You bet! I just can’t wait to continue telling customers how to live in “A World Without Email”, but first I will keep doing that very same thing at the same time with my own colleagues, since things have gotten a lot easier after today’s historical moment. Don’t you think?
(From here I just want to give a big, and a special, thanks!, to all of the folks who have made the migration total success, starting with the people behind TAP (For providing us with that perfect pilot environment where we continue to experiment with some of the coolest technologies out there) and finishing up with the superb joint work of the Lotus Connections team(s) as well as the CIO office. Without their perseverance and true hard work it would not have been possible. Thanks ever so much, guys! You rock!)
Tags: Technology Adoption Program, TAP, Innovations, Pilots, Full Production, Production, Blogs, Bookmarks, Dogear, Activities, Profiles, Communities, Files, Wikis, Lotus Connections, Connections, IBM Lotus Connections, Products, Validation, Enterprise Social Software, Deployment, CIO, Historical Moments, ibm.com/communities, James Governor, Monkchips, Enterprise 2.0, Social Software, Social Networking, Social Computing, Social Media, Collaboration, Communities, Learning, Knowledge Sharing, KM, Knowledge Management, Remote Collaboration, Innovation, IBM, Networking, Social Networks, Conversations, Dialogue, Communication, Connections, Relationships, email, Productivity, Re-purposing Email, No-Email, Challenge Your Inbox, Progress Reports, Thinking Outside the Inbox, Information Overload, A World Without Email
Thank you for sharing, well done on the Lotus Connections deployment within IBM showing the scalability and hughe potential of the platform and showing it’s ready for enterprise.
Luis,
First of all I agree that Lotus Connections 2.5 has great functionality. And I think IBM has made 500 K internal users very happy by delivering this functionality to them.
But….
I think that it is the last time you should be proud that new functionality is delivered to 500K users only 3 months after the on-premise software became General Available.

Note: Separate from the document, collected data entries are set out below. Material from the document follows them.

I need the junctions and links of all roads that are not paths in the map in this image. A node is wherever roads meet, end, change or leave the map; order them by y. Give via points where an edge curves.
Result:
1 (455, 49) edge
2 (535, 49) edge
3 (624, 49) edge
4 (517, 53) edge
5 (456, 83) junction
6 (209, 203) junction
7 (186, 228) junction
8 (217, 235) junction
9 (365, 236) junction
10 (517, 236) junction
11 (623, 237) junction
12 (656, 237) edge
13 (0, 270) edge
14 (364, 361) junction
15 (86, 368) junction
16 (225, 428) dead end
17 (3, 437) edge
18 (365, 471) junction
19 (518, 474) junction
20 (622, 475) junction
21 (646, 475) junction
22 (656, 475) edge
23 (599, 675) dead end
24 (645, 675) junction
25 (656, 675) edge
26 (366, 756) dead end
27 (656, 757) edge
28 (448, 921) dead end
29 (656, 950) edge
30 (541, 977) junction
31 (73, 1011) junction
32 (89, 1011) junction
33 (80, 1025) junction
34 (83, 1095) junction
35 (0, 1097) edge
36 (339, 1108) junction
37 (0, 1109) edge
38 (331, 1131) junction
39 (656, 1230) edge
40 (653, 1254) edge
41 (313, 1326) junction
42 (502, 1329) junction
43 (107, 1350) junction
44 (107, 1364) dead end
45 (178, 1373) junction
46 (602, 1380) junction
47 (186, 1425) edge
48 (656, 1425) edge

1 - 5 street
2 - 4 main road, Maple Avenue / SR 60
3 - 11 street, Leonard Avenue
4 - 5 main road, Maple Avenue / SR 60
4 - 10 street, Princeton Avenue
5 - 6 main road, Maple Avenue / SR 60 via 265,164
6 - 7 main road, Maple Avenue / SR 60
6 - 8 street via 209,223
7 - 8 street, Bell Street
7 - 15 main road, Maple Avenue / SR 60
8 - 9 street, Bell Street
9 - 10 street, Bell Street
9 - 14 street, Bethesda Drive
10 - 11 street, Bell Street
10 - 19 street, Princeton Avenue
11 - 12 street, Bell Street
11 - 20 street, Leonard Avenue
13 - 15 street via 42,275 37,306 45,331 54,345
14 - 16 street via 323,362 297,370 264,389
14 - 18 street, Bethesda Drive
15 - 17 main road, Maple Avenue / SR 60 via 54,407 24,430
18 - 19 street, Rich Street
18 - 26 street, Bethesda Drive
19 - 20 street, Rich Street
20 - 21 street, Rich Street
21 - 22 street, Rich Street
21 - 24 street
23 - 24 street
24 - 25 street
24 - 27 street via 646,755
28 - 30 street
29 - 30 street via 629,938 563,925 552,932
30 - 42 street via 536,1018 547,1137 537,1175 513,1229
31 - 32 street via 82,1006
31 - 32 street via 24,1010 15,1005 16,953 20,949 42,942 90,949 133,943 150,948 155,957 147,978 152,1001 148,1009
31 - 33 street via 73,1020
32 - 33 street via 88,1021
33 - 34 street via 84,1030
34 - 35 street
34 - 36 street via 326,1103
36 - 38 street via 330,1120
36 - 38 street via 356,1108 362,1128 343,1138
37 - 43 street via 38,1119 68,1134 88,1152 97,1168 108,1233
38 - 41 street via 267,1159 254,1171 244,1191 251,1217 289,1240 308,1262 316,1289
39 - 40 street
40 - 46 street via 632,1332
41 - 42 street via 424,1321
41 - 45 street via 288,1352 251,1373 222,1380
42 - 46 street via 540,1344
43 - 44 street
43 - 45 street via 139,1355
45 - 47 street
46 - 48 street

In the ideal world these functionality should have become available on day one of GA to 500 K IBM employees. And in my opinion IBM has the offering to make this happen with LotusLive (Engage/Connections).
LotusLive should have all the features that are available within LC 2.5
And to go even one step further, LC3.0 functionality should be delivered to LotusLive first. And the next step should be a LC3.0 on-premise beta program, ect..
Change the TAP environment to LotusLive Sandbox environment.
Cloud based solutions should have higher priority than On-Premise solutions !
From a quatre/year revenue point of view I can image that IBM and IBM “traditional” business partner would see lot of problems with this change. But from a customer point of view, giving their end user new functionality much sooner would really have great benefit.
And when for example IBM’s intranet would “only” be a community wihtin LotusLive, IBM will no longer need a Lotus Connections and Lotus Sametime on-premise system.
And end user within IBM no longer need to logon to 2 different systems (w3 and lotuslive)
Other “traditional” On-Premise software companies like Microsoft face the same issue, what is first SPS2010 or BPOS2010, and what delivers more functionality SPS2010-on-premise or BPOS2010-cloud offering.
But at the end of the day it is only changing you mind that Cloud is more important than On-Premise.
To conclude I still agree that the functionality of Lotus Connections is best out there, but we want it different and faster to market. And the only way to do this is, to give IBM Cloud computing higher priority!
Minor correction – “historial” = “historical” / “historic” (the latter is better, but it should be “an historic”).
It was great to have this rolled into a production deployment. It’s transforming the way I work.